Dataset entries:
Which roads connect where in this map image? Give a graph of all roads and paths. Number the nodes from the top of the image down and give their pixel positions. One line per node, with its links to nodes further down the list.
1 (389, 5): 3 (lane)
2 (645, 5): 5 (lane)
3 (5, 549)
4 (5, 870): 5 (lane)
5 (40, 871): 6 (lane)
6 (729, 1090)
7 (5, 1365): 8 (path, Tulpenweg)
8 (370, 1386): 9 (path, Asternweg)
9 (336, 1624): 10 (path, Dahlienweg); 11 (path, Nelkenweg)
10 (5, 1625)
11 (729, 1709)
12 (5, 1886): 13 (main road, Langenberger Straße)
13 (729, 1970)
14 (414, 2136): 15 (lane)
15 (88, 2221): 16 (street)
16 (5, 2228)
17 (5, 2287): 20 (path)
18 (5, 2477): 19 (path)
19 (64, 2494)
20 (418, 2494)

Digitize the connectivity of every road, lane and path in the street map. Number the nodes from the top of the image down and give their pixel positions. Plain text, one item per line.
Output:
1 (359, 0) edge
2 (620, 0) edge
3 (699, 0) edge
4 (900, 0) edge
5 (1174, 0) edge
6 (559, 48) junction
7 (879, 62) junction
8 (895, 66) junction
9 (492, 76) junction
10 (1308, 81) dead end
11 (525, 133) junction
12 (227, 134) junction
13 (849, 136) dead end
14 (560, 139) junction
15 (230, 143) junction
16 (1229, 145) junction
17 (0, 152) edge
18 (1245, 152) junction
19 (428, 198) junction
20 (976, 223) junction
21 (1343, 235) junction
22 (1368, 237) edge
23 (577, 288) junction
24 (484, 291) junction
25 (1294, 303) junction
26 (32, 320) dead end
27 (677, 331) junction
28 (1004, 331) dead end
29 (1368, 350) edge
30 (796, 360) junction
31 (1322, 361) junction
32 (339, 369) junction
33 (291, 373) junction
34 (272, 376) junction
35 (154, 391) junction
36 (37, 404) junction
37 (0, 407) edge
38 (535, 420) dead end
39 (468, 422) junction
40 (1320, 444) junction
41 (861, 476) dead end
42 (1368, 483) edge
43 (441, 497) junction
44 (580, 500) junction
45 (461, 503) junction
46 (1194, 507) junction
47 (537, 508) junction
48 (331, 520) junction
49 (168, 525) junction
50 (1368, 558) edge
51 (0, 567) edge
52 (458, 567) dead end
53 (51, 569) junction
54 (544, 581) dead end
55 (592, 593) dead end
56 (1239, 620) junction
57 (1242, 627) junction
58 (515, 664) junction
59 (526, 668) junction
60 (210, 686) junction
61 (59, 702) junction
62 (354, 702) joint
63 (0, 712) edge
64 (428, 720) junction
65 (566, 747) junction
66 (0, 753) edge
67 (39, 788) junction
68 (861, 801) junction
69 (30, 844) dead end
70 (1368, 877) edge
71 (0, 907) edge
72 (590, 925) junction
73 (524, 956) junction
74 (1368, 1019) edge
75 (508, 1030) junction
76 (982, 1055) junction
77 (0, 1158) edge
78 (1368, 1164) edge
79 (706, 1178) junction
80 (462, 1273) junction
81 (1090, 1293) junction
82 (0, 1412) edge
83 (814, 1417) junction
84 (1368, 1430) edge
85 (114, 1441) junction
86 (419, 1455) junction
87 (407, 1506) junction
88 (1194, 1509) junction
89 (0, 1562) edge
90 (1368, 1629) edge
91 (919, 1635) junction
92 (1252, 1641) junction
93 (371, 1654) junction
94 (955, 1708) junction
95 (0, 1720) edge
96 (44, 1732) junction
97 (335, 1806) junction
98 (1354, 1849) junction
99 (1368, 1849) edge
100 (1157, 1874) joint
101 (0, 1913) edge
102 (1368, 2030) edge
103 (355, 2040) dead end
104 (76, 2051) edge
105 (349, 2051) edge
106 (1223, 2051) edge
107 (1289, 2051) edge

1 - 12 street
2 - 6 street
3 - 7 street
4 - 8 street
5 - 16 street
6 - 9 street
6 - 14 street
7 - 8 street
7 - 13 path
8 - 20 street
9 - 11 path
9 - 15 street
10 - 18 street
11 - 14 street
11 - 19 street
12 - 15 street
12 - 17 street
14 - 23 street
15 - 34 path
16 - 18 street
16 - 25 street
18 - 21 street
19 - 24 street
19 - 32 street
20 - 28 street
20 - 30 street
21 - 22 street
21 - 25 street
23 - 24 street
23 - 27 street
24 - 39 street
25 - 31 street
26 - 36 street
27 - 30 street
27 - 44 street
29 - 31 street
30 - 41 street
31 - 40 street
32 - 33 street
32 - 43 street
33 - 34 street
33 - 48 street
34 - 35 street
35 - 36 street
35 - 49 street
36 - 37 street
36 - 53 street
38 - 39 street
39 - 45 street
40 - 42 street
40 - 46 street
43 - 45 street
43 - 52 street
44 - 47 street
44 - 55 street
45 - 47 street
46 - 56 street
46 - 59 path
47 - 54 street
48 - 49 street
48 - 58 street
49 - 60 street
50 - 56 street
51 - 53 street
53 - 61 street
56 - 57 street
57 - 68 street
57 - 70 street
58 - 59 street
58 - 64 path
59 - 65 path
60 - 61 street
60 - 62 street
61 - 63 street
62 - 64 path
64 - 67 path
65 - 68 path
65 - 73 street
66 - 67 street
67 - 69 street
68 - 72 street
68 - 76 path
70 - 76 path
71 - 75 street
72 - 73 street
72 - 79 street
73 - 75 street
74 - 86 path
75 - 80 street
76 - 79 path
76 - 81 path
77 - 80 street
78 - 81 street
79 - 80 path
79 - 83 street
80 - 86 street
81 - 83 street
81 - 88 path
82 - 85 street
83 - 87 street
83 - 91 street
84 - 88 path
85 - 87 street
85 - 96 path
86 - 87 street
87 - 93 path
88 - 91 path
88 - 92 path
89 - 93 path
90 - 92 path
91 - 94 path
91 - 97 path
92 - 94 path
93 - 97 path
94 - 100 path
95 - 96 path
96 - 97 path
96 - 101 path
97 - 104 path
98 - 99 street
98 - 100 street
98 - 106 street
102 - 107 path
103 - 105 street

**TASK ITEM**
Provide an exact reproduction of all the entries shown above.

**RESPONSE AREA**
Which roads connect where in this map image? Give a graph of all roads and paths. Number the nodes from the top of the image down and give their pixel positions. One line per node, with its links to nodes further down the list.
1 (389, 5): 3 (lane)
2 (645, 5): 5 (lane)
3 (5, 549)
4 (5, 870): 5 (lane)
5 (40, 871): 6 (lane)
6 (729, 1090)
7 (5, 1365): 8 (path, Tulpenweg)
8 (370, 1386): 9 (path, Asternweg)
9 (336, 1624): 10 (path, Dahlienweg); 11 (path, Nelkenweg)
10 (5, 1625)
11 (729, 1709)
12 (5, 1886): 13 (main road, Langenberger Straße)
13 (729, 1970)
14 (414, 2136): 15 (lane)
15 (88, 2221): 16 (street)
16 (5, 2228)
17 (5, 2287): 20 (path)
18 (5, 2477): 19 (path)
19 (64, 2494)
20 (418, 2494)

Digitize the connectivity of every road, lane and path in the street map. Number the nodes from the top of the image down and give their pixel positions. Plain text, one item per line.
Output:
1 (359, 0) edge
2 (620, 0) edge
3 (699, 0) edge
4 (900, 0) edge
5 (1174, 0) edge
6 (559, 48) junction
7 (879, 62) junction
8 (895, 66) junction
9 (492, 76) junction
10 (1308, 81) dead end
11 (525, 133) junction
12 (227, 134) junction
13 (849, 136) dead end
14 (560, 139) junction
15 (230, 143) junction
16 (1229, 145) junction
17 (0, 152) edge
18 (1245, 152) junction
19 (428, 198) junction
20 (976, 223) junction
21 (1343, 235) junction
22 (1368, 237) edge
23 (577, 288) junction
24 (484, 291) junction
25 (1294, 303) junction
26 (32, 320) dead end
27 (677, 331) junction
28 (1004, 331) dead end
29 (1368, 350) edge
30 (796, 360) junction
31 (1322, 361) junction
32 (339, 369) junction
33 (291, 373) junction
34 (272, 376) junction
35 (154, 391) junction
36 (37, 404) junction
37 (0, 407) edge
38 (535, 420) dead end
39 (468, 422) junction
40 (1320, 444) junction
41 (861, 476) dead end
42 (1368, 483) edge
43 (441, 497) junction
44 (580, 500) junction
45 (461, 503) junction
46 (1194, 507) junction
47 (537, 508) junction
48 (331, 520) junction
49 (168, 525) junction
50 (1368, 558) edge
51 (0, 567) edge
52 (458, 567) dead end
53 (51, 569) junction
54 (544, 581) dead end
55 (592, 593) dead end
56 (1239, 620) junction
57 (1242, 627) junction
58 (515, 664) junction
59 (526, 668) junction
60 (210, 686) junction
61 (59, 702) junction
62 (354, 702) joint
63 (0, 712) edge
64 (428, 720) junction
65 (566, 747) junction
66 (0, 753) edge
67 (39, 788) junction
68 (861, 801) junction
69 (30, 844) dead end
70 (1368, 877) edge
71 (0, 907) edge
72 (590, 925) junction
73 (524, 956) junction
74 (1368, 1019) edge
75 (508, 1030) junction
76 (982, 1055) junction
77 (0, 1158) edge
78 (1368, 1164) edge
79 (706, 1178) junction
80 (462, 1273) junction
81 (1090, 1293) junction
82 (0, 1412) edge
83 (814, 1417) junction
84 (1368, 1430) edge
85 (114, 1441) junction
86 (419, 1455) junction
87 (407, 1506) junction
88 (1194, 1509) junction
89 (0, 1562) edge
90 (1368, 1629) edge
91 (919, 1635) junction
92 (1252, 1641) junction
93 (371, 1654) junction
94 (955, 1708) junction
95 (0, 1720) edge
96 (44, 1732) junction
97 (335, 1806) junction
98 (1354, 1849) junction
99 (1368, 1849) edge
100 (1157, 1874) joint
101 (0, 1913) edge
102 (1368, 2030) edge
103 (355, 2040) dead end
104 (76, 2051) edge
105 (349, 2051) edge
106 (1223, 2051) edge
107 (1289, 2051) edge

1 - 12 street
2 - 6 street
3 - 7 street
4 - 8 street
5 - 16 street
6 - 9 street
6 - 14 street
7 - 8 street
7 - 13 path
8 - 20 street
9 - 11 path
9 - 15 street
10 - 18 street
11 - 14 street
11 - 19 street
12 - 15 street
12 - 17 street
14 - 23 street
15 - 34 path
16 - 18 street
16 - 25 street
18 - 21 street
19 - 24 street
19 - 32 street
20 - 28 street
20 - 30 street
21 - 22 street
21 - 25 street
23 - 24 street
23 - 27 street
24 - 39 street
25 - 31 street
26 - 36 street
27 - 30 street
27 - 44 street
29 - 31 street
30 - 41 street
31 - 40 street
32 - 33 street
32 - 43 street
33 - 34 street
33 - 48 street
34 - 35 street
35 - 36 street
35 - 49 street
36 - 37 street
36 - 53 street
38 - 39 street
39 - 45 street
40 - 42 street
40 - 46 street
43 - 45 street
43 - 52 street
44 - 47 street
44 - 55 street
45 - 47 street
46 - 56 street
46 - 59 path
47 - 54 street
48 - 49 street
48 - 58 street
49 - 60 street
50 - 56 street
51 - 53 street
53 - 61 street
56 - 57 street
57 - 68 street
57 - 70 street
58 - 59 street
58 - 64 path
59 - 65 path
60 - 61 street
60 - 62 street
61 - 63 street
62 - 64 path
64 - 67 path
65 - 68 path
65 - 73 street
66 - 67 street
67 - 69 street
68 - 72 street
68 - 76 path
70 - 76 path
71 - 75 street
72 - 73 street
72 - 79 street
73 - 75 street
74 - 86 path
75 - 80 street
76 - 79 path
76 - 81 path
77 - 80 street
78 - 81 street
79 - 80 path
79 - 83 street
80 - 86 street
81 - 83 street
81 - 88 path
82 - 85 street
83 - 87 street
83 - 91 street
84 - 88 path
85 - 87 street
85 - 96 path
86 - 87 street
87 - 93 path
88 - 91 path
88 - 92 path
89 - 93 path
90 - 92 path
91 - 94 path
91 - 97 path
92 - 94 path
93 - 97 path
94 - 100 path
95 - 96 path
96 - 97 path
96 - 101 path
97 - 104 path
98 - 99 street
98 - 100 street
98 - 106 street
102 - 107 path
103 - 105 street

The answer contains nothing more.